[The Child of Pleasure by Gabriele D’Annunzio]@TWC D-Link bookThe Child of Pleasure CHAPTER I 14/25
'Now what a pity you were not there, _cugino mio_! For five louis you might have eaten fruit out of which I had had the first bite, and have drunk champagne out of the hollow of Elena's hands for five more.' 'How scandalous!' broke in the Baroness d'Isola, with a horrified grimace. 'Ah, Mary, I like that! And did you not sell cigarettes that you lighted up first yourself for a louis ?' cried Francesca through her laughter. Then she became suddenly grave.
'Every deed, with a charitable object in view, is sacred,' she observed sententiously.
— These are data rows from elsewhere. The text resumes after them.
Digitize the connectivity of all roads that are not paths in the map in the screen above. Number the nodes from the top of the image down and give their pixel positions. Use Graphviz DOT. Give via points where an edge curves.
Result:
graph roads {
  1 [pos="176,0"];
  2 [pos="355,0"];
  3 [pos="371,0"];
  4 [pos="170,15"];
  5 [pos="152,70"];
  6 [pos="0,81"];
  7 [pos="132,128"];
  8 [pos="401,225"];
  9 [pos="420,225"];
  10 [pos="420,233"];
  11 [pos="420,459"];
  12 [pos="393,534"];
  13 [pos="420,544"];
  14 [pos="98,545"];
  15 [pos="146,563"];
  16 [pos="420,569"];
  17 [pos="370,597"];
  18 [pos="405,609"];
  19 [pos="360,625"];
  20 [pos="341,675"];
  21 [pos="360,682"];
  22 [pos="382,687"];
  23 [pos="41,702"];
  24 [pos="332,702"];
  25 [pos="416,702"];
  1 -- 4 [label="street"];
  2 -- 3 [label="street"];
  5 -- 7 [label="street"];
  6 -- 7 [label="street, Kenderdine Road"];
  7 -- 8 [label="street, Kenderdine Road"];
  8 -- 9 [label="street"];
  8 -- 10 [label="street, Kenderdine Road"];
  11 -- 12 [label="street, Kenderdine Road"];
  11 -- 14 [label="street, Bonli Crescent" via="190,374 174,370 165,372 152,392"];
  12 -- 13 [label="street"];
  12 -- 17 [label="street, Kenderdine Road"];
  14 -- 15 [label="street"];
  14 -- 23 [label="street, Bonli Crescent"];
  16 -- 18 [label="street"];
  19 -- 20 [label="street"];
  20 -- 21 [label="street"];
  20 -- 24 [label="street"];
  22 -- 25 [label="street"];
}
'By merely biting into fruit, I collected at least two hundred louis.' 'And you ?' Andrea Sperelli turned to Elena with as constrained smile--'With your human drinking-cup--how much did you get ?' 'I ?--oh, two hundred and seventy louis.' Everybody was full of fun and laughter, excepting the Marchese d'Ateleta, who was old, and afflicted with incurable deafness; was padded and painted--in a word, artificial from head to foot.
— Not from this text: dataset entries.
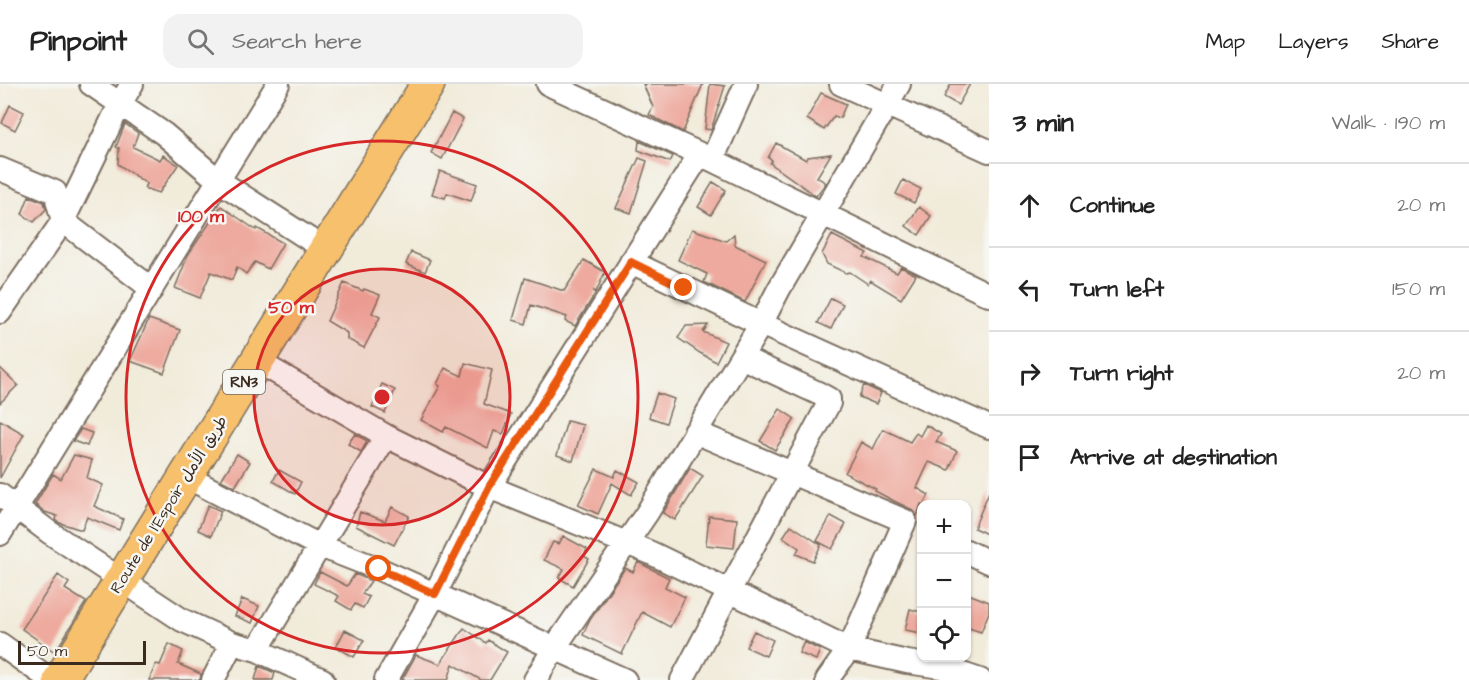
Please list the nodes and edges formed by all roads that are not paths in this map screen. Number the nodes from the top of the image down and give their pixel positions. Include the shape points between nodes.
1 (91, 84) edge
2 (132, 84) edge
3 (278, 84) edge
4 (428, 84) edge
5 (548, 84) edge
6 (746, 84) edge
7 (841, 84) edge
8 (899, 84) edge
9 (120, 104) junction
10 (886, 106) junction
11 (989, 151) edge
12 (706, 157) junction
13 (0, 169) edge
14 (219, 181) junction
15 (823, 214) junction
16 (63, 221) junction
17 (326, 250) junction
18 (631, 262) junction
19 (152, 289) junction
20 (989, 295) edge
21 (0, 312) edge
22 (761, 324) junction
23 (741, 357) junction
24 (257, 361) junction
25 (989, 427) edge
26 (695, 432) junction
27 (386, 436) junction
28 (790, 473) junction
29 (185, 476) junction
30 (489, 487) junction
31 (8, 501) edge
32 (913, 525) edge
33 (0, 534) edge
34 (626, 543) junction
35 (320, 546) junction
36 (971, 553) edge
37 (989, 562) edge
38 (121, 580) junction
39 (729, 590) junction
40 (435, 594) junction
41 (231, 643) junction
42 (0, 644) edge
43 (555, 647) junction
44 (849, 649) junction
45 (257, 650) junction
46 (51, 680) edge
47 (60, 680) edge
48 (213, 680) edge
49 (323, 680) edge
50 (386, 680) edge
51 (535, 680) edge
52 (625, 680) edge
53 (682, 680) edge
54 (827, 680) edge
55 (980, 680) edge

1 - 9 street
2 - 9 street
3 - 14 street
4 - 17 highway, Route de l’Espoir طريق الأمل / RN3
5 - 12 street
6 - 12 street
7 - 10 street
8 - 10 street
9 - 14 street via 164,134
9 - 16 street
10 - 11 street
10 - 15 street
12 - 15 street
12 - 18 street
13 - 16 street via 55,192
14 - 17 street
14 - 19 street
15 - 20 street
15 - 22 street
16 - 19 street
16 - 21 street
17 - 24 highway, Route de l’Espoir طريق الأمل / RN3
18 - 22 street
18 - 30 street
19 - 31 street
22 - 23 street
22 - 25 street
23 - 26 street
23 - 28 street via 828,399 824,415
24 - 27 street
24 - 29 highway, Route de l’Espoir طريق الأمل / RN3
26 - 28 street
26 - 34 street
27 - 30 street
27 - 35 street
28 - 32 street
28 - 39 street
29 - 35 street
29 - 38 highway, Route de l’Espoir طريق الأمل / RN3
30 - 34 street
30 - 40 street
31 - 33 street
31 - 38 street
32 - 44 street
34 - 39 street
34 - 43 street
35 - 40 street
35 - 45 street
36 - 37 street
38 - 41 street via 182,620
38 - 47 highway, Route de l’Espoir طريق الأمل / RN3
39 - 44 street
39 - 53 street
40 - 43 street
40 - 50 street
41 - 45 street
41 - 48 street
42 - 46 street
43 - 51 street
43 - 52 street
44 - 54 street
44 - 55 street via 941,667
45 - 49 street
He was very like one of the figures one sees at a wax work show.
From time to time--usually the wrong one--he would give vent to a little dry cackling laugh, like the rattle of some rusty mechanism inside him. 'However,' Elena resumed, 'you must know, that after a certain point in the evening, the price rose to ten louis, and at last, that lunatic of a Galeazzo Secinaro came and offered me a five hundred lire note, if I would dry my hands on his great golden beard!' As was ever the case at the d'Ateletas', the dinner increased in splendour towards the end; for the true luxury of the table is shown in the dessert.